** Records provided **
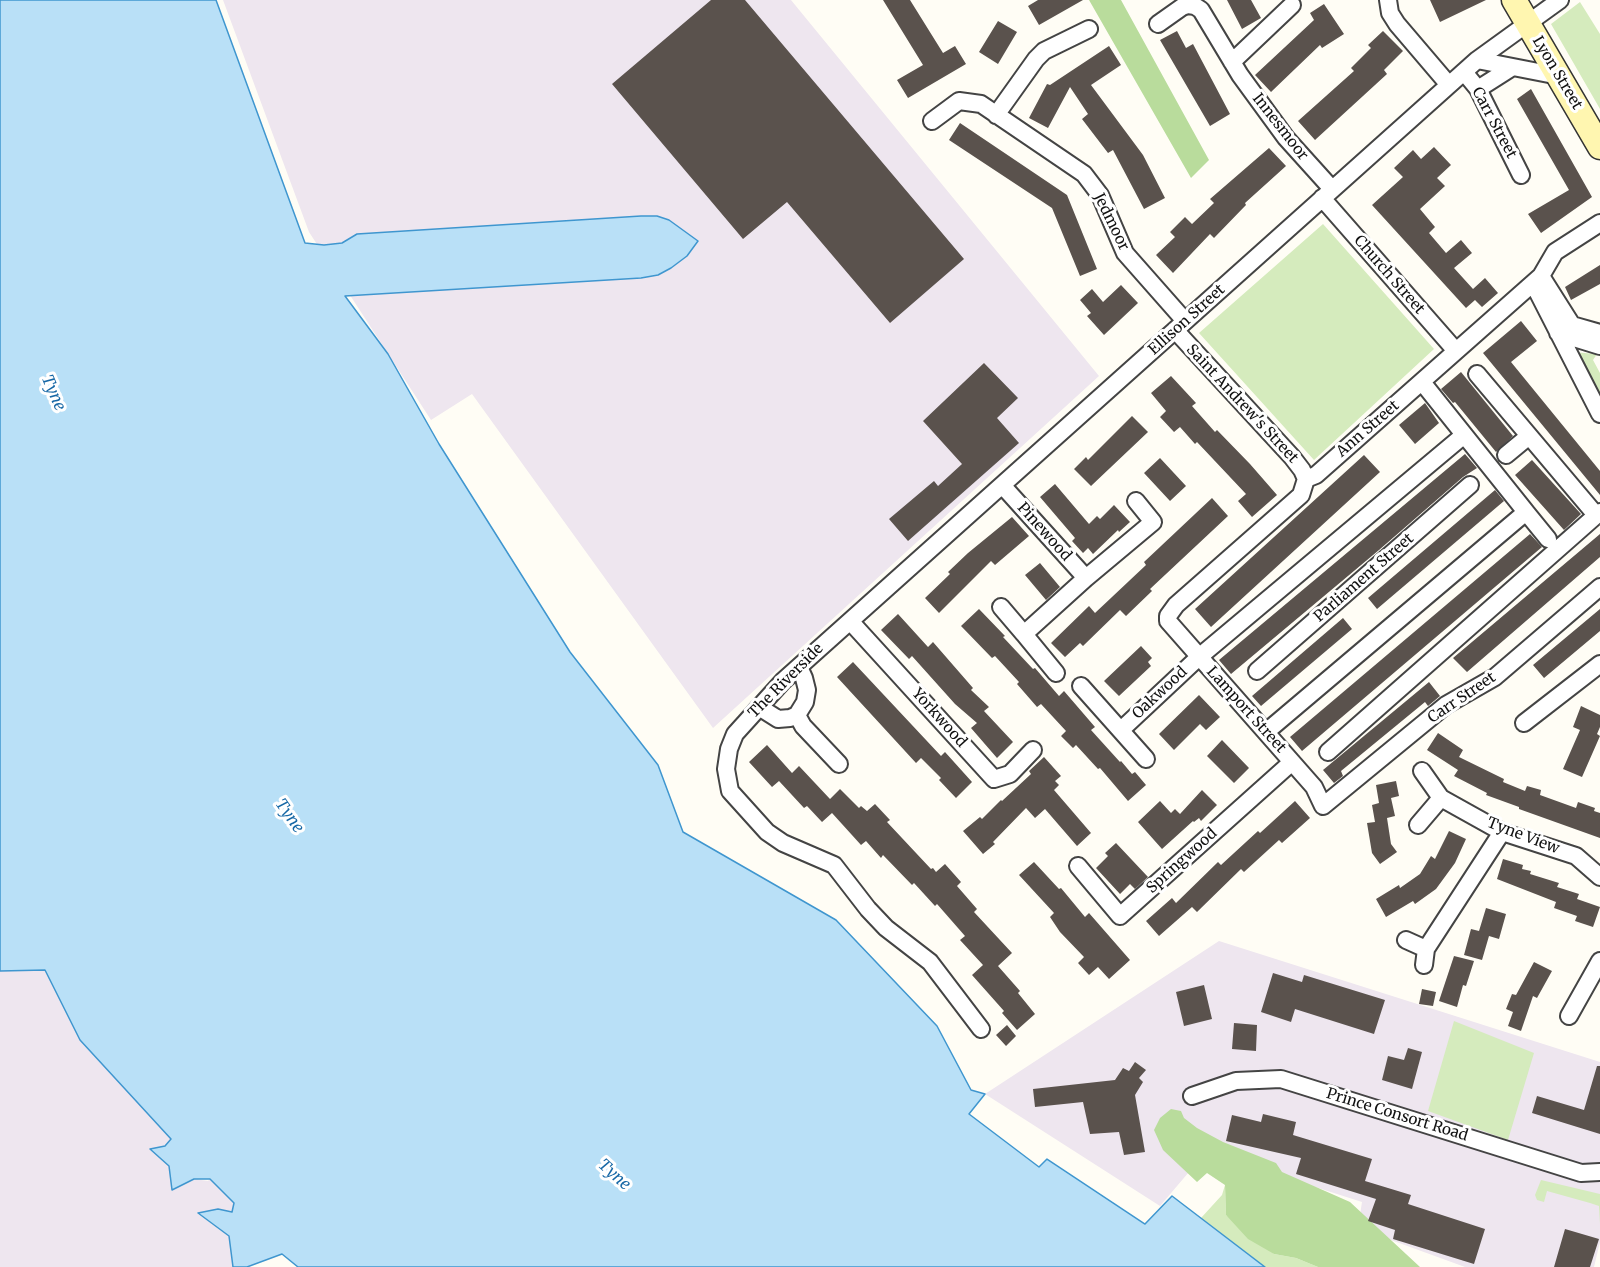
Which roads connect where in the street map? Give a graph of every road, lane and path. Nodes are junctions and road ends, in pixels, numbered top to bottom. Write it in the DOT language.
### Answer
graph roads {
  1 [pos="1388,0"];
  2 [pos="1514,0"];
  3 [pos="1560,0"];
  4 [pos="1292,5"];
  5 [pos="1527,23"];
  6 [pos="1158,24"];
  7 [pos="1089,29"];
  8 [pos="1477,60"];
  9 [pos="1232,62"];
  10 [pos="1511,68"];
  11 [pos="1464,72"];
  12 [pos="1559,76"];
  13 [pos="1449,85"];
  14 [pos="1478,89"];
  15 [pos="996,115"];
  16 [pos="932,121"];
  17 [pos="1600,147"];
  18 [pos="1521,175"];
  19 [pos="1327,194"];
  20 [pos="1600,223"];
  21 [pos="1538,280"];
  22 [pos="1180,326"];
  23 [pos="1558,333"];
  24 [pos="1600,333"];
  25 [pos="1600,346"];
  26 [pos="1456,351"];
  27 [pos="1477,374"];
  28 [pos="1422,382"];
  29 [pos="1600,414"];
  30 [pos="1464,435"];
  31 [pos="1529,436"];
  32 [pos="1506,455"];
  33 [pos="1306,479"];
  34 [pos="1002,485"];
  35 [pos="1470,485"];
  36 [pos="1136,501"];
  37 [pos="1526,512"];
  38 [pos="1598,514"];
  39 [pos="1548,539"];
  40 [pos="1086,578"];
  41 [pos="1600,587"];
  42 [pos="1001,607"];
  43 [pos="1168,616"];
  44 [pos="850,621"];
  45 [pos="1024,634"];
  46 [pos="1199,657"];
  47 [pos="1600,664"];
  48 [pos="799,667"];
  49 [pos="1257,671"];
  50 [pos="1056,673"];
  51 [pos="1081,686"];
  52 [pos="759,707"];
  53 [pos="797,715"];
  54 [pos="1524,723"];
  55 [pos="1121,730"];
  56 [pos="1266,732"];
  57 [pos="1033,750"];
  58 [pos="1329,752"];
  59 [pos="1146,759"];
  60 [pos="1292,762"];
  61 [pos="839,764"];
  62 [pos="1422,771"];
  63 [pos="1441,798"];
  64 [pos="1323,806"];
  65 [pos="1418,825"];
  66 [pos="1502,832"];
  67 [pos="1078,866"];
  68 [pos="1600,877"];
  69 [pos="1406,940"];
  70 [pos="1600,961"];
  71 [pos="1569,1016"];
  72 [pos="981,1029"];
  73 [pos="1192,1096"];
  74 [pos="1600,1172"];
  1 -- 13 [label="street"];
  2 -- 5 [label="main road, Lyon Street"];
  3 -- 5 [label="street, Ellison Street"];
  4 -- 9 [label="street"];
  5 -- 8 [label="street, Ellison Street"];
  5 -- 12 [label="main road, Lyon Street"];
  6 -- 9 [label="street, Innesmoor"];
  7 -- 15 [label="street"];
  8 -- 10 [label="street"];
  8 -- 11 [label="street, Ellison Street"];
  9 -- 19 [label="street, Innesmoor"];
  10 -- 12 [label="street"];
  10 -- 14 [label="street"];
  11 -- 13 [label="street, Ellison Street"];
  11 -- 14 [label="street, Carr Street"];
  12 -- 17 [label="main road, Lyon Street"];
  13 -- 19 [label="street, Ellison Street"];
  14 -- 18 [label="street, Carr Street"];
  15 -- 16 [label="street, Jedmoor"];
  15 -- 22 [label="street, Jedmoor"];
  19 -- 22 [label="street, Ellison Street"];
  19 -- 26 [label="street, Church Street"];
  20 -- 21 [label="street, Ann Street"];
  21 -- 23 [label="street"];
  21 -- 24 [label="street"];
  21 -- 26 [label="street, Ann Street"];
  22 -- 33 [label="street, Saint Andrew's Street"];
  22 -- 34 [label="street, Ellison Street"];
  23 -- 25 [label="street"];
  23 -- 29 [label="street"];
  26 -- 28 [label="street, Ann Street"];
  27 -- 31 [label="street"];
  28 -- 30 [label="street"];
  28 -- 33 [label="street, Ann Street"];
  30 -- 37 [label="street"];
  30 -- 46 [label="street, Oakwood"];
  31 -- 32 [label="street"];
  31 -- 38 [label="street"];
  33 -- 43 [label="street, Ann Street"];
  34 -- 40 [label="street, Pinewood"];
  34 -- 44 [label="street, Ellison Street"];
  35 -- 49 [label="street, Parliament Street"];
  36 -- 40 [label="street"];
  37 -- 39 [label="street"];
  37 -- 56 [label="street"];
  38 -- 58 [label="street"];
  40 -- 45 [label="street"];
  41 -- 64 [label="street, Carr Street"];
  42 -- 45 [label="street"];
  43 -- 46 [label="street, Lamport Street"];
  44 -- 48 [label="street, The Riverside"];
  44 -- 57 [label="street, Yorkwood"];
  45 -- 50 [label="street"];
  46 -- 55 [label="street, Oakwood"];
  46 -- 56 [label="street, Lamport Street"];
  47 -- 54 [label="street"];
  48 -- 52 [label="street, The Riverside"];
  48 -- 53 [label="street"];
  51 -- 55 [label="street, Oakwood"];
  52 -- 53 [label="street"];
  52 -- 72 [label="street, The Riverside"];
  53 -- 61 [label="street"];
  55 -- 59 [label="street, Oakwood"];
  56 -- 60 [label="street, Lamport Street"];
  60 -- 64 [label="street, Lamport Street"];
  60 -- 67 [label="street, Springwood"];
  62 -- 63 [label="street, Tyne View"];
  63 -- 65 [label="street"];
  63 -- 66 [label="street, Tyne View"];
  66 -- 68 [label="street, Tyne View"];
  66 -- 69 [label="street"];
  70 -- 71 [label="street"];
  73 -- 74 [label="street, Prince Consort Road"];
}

** The task **
Please retype the data exactly. The pictures do not go in.

** Task response **
Which roads connect where in the street map? Give a graph of every road, lane and path. Nodes are junctions and road ends, in pixels, numbered top to bottom. Write it in the DOT language.
### Answer
graph roads {
  1 [pos="1388,0"];
  2 [pos="1514,0"];
  3 [pos="1560,0"];
  4 [pos="1292,5"];
  5 [pos="1527,23"];
  6 [pos="1158,24"];
  7 [pos="1089,29"];
  8 [pos="1477,60"];
  9 [pos="1232,62"];
  10 [pos="1511,68"];
  11 [pos="1464,72"];
  12 [pos="1559,76"];
  13 [pos="1449,85"];
  14 [pos="1478,89"];
  15 [pos="996,115"];
  16 [pos="932,121"];
  17 [pos="1600,147"];
  18 [pos="1521,175"];
  19 [pos="1327,194"];
  20 [pos="1600,223"];
  21 [pos="1538,280"];
  22 [pos="1180,326"];
  23 [pos="1558,333"];
  24 [pos="1600,333"];
  25 [pos="1600,346"];
  26 [pos="1456,351"];
  27 [pos="1477,374"];
  28 [pos="1422,382"];
  29 [pos="1600,414"];
  30 [pos="1464,435"];
  31 [pos="1529,436"];
  32 [pos="1506,455"];
  33 [pos="1306,479"];
  34 [pos="1002,485"];
  35 [pos="1470,485"];
  36 [pos="1136,501"];
  37 [pos="1526,512"];
  38 [pos="1598,514"];
  39 [pos="1548,539"];
  40 [pos="1086,578"];
  41 [pos="1600,587"];
  42 [pos="1001,607"];
  43 [pos="1168,616"];
  44 [pos="850,621"];
  45 [pos="1024,634"];
  46 [pos="1199,657"];
  47 [pos="1600,664"];
  48 [pos="799,667"];
  49 [pos="1257,671"];
  50 [pos="1056,673"];
  51 [pos="1081,686"];
  52 [pos="759,707"];
  53 [pos="797,715"];
  54 [pos="1524,723"];
  55 [pos="1121,730"];
  56 [pos="1266,732"];
  57 [pos="1033,750"];
  58 [pos="1329,752"];
  59 [pos="1146,759"];
  60 [pos="1292,762"];
  61 [pos="839,764"];
  62 [pos="1422,771"];
  63 [pos="1441,798"];
  64 [pos="1323,806"];
  65 [pos="1418,825"];
  66 [pos="1502,832"];
  67 [pos="1078,866"];
  68 [pos="1600,877"];
  69 [pos="1406,940"];
  70 [pos="1600,961"];
  71 [pos="1569,1016"];
  72 [pos="981,1029"];
  73 [pos="1192,1096"];
  74 [pos="1600,1172"];
  1 -- 13 [label="street"];
  2 -- 5 [label="main road, Lyon Street"];
  3 -- 5 [label="street, Ellison Street"];
  4 -- 9 [label="street"];
  5 -- 8 [label="street, Ellison Street"];
  5 -- 12 [label="main road, Lyon Street"];
  6 -- 9 [label="street, Innesmoor"];
  7 -- 15 [label="street"];
  8 -- 10 [label="street"];
  8 -- 11 [label="street, Ellison Street"];
  9 -- 19 [label="street, Innesmoor"];
  10 -- 12 [label="street"];
  10 -- 14 [label="street"];
  11 -- 13 [label="street, Ellison Street"];
  11 -- 14 [label="street, Carr Street"];
  12 -- 17 [label="main road, Lyon Street"];
  13 -- 19 [label="street, Ellison Street"];
  14 -- 18 [label="street, Carr Street"];
  15 -- 16 [label="street, Jedmoor"];
  15 -- 22 [label="street, Jedmoor"];
  19 -- 22 [label="street, Ellison Street"];
  19 -- 26 [label="street, Church Street"];
  20 -- 21 [label="street, Ann Street"];
  21 -- 23 [label="street"];
  21 -- 24 [label="street"];
  21 -- 26 [label="street, Ann Street"];
  22 -- 33 [label="street, Saint Andrew's Street"];
  22 -- 34 [label="street, Ellison Street"];
  23 -- 25 [label="street"];
  23 -- 29 [label="street"];
  26 -- 28 [label="street, Ann Street"];
  27 -- 31 [label="street"];
  28 -- 30 [label="street"];
  28 -- 33 [label="street, Ann Street"];
  30 -- 37 [label="street"];
  30 -- 46 [label="street, Oakwood"];
  31 -- 32 [label="street"];
  31 -- 38 [label="street"];
  33 -- 43 [label="street, Ann Street"];
  34 -- 40 [label="street, Pinewood"];
  34 -- 44 [label="street, Ellison Street"];
  35 -- 49 [label="street, Parliament Street"];
  36 -- 40 [label="street"];
  37 -- 39 [label="street"];
  37 -- 56 [label="street"];
  38 -- 58 [label="street"];
  40 -- 45 [label="street"];
  41 -- 64 [label="street, Carr Street"];
  42 -- 45 [label="street"];
  43 -- 46 [label="street, Lamport Street"];
  44 -- 48 [label="street, The Riverside"];
  44 -- 57 [label="street, Yorkwood"];
  45 -- 50 [label="street"];
  46 -- 55 [label="street, Oakwood"];
  46 -- 56 [label="street, Lamport Street"];
  47 -- 54 [label="street"];
  48 -- 52 [label="street, The Riverside"];
  48 -- 53 [label="street"];
  51 -- 55 [label="street, Oakwood"];
  52 -- 53 [label="street"];
  52 -- 72 [label="street, The Riverside"];
  53 -- 61 [label="street"];
  55 -- 59 [label="street, Oakwood"];
  56 -- 60 [label="street, Lamport Street"];
  60 -- 64 [label="street, Lamport Street"];
  60 -- 67 [label="street, Springwood"];
  62 -- 63 [label="street, Tyne View"];
  63 -- 65 [label="street"];
  63 -- 66 [label="street, Tyne View"];
  66 -- 68 [label="street, Tyne View"];
  66 -- 69 [label="street"];
  70 -- 71 [label="street"];
  73 -- 74 [label="street, Prince Consort Road"];
}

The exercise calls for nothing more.